ASSURANCE-MALADIE

Le MCG dépose une motion pour soutenir la caisse unique cantonale

 

Suite à la hausse massive des primes d’assurance-maladie pour les Genevois (5,7% pour les adultes, plus de 9% pour les enfants), le MCG vient de déposer une motion au Grand Conseil. En effet, cette augmentation est incompréhensible et ne correspond pas à la hausse des coûts de la santé.

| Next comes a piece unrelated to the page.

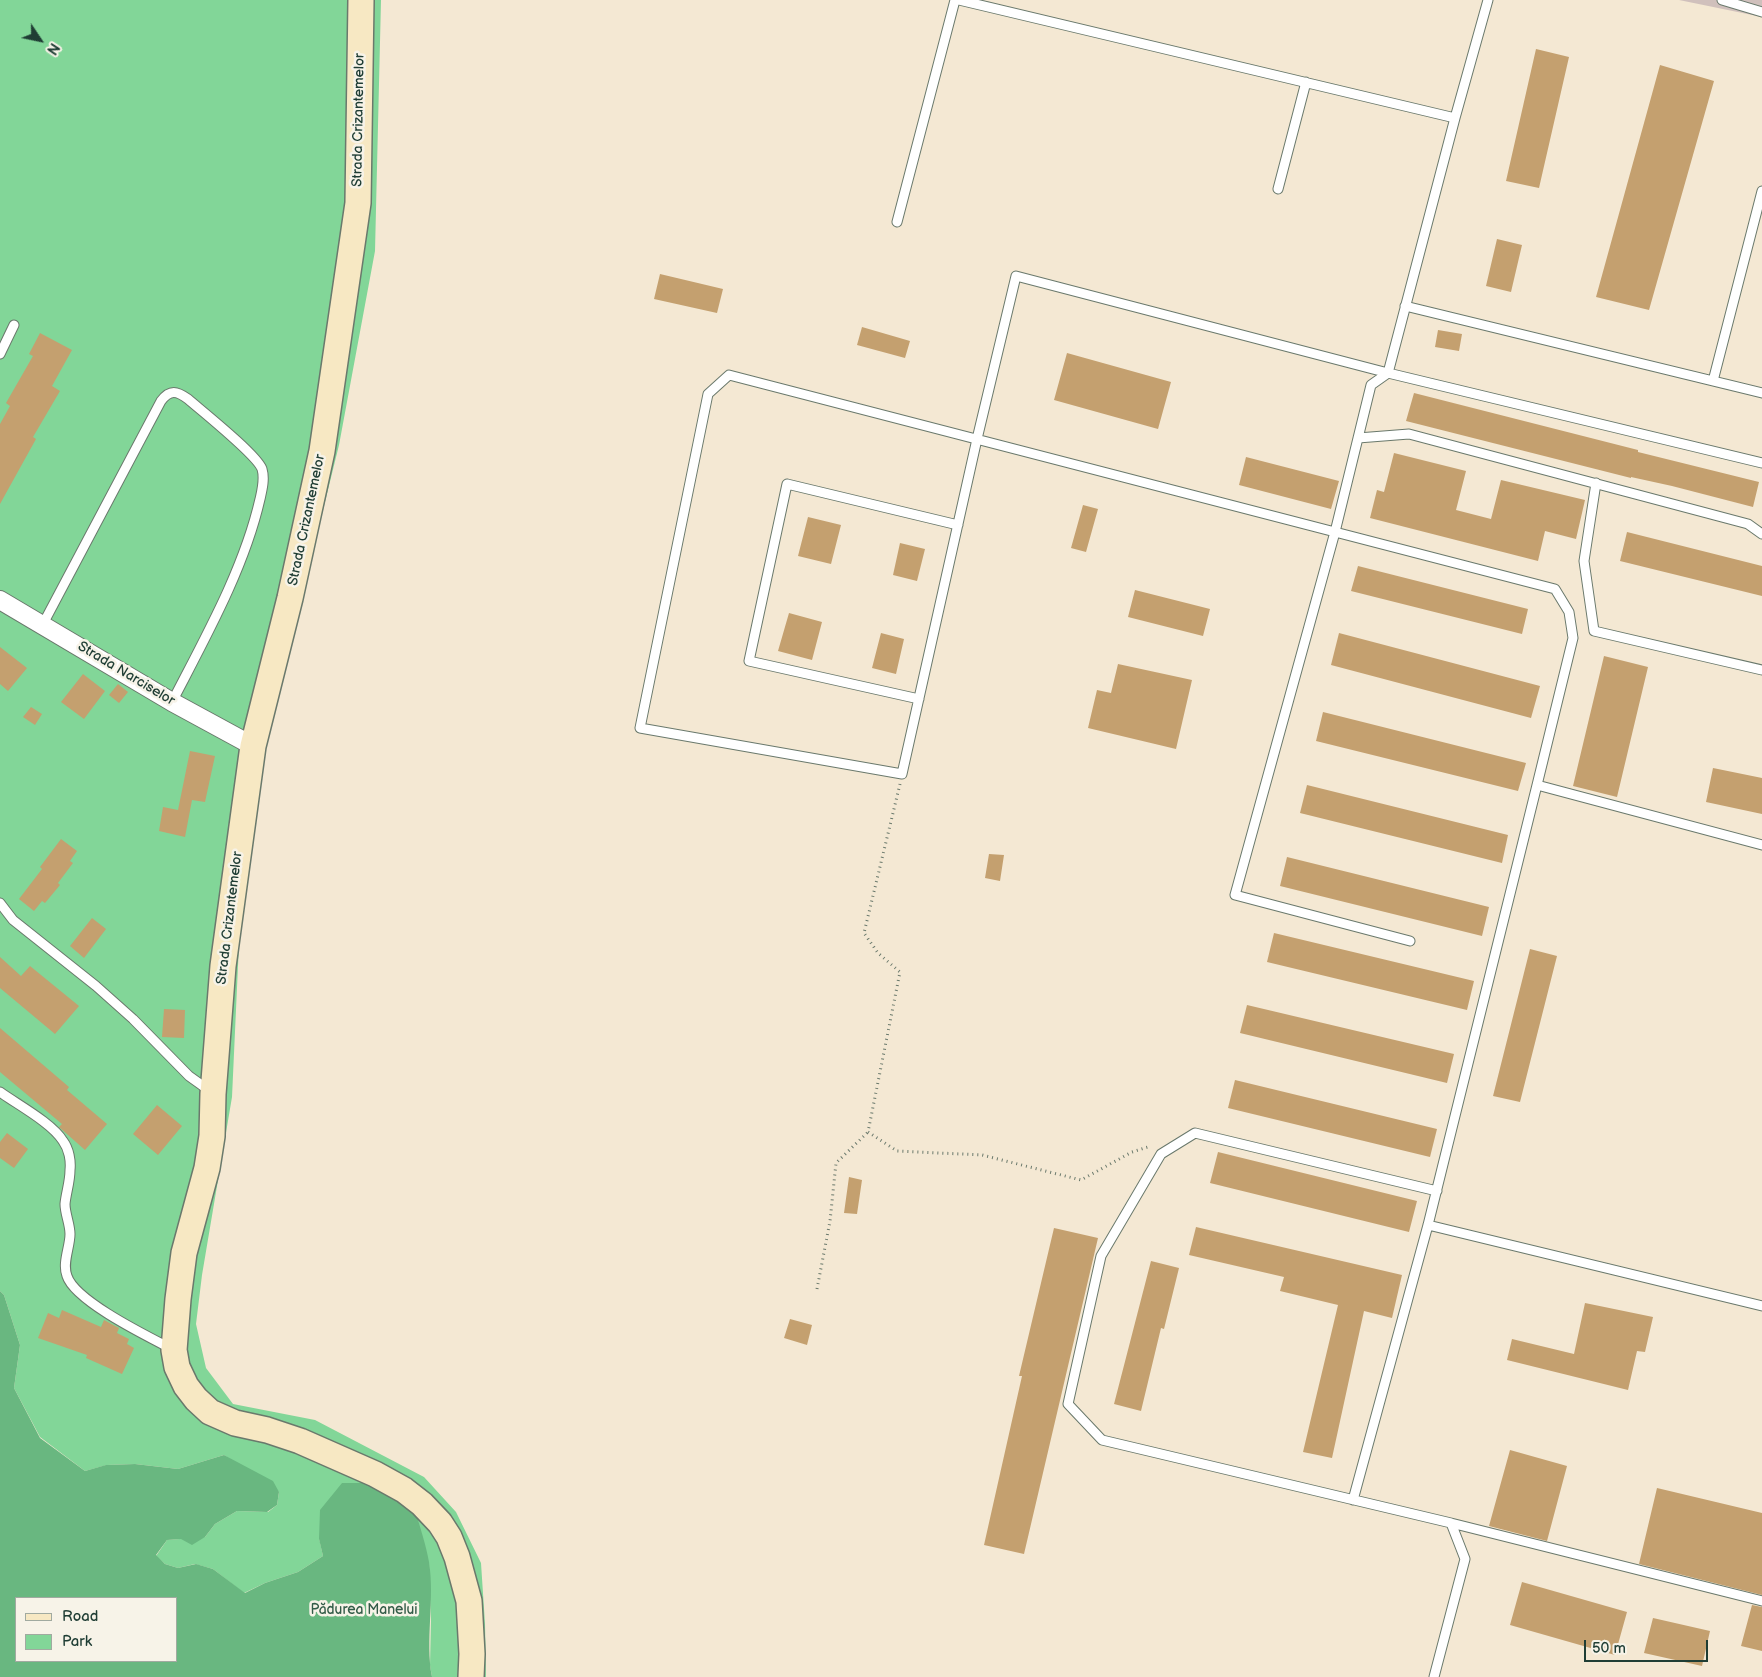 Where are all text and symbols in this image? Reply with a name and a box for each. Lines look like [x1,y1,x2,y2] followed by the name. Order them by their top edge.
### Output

Nous demandons au Conseil d’Etat d’intervenir, au nom du Peuple de Genève, auprès des autorités fédérales afin de faire toute la lumière sur ces mécanismes incompréhensibles de l’assurance-maladie et en particulier sur les réserves financières excessives.

Dans la troisième invite de la motion nous demandons que le Grand Conseil donne mandat au Gouvernement afin d’intervenir auprès des autorités fédérales. Il s’agit de mettre en place les conditions-cadre permettant la création d’une caisse unique dans le canton de Genève, afin de respecter le principe du fédéralisme. En effet, Genève s’est largement prononcée pour l’initiative proposant une caisse unique et la mise en place d’un tel mécanisme est tout à fait logique.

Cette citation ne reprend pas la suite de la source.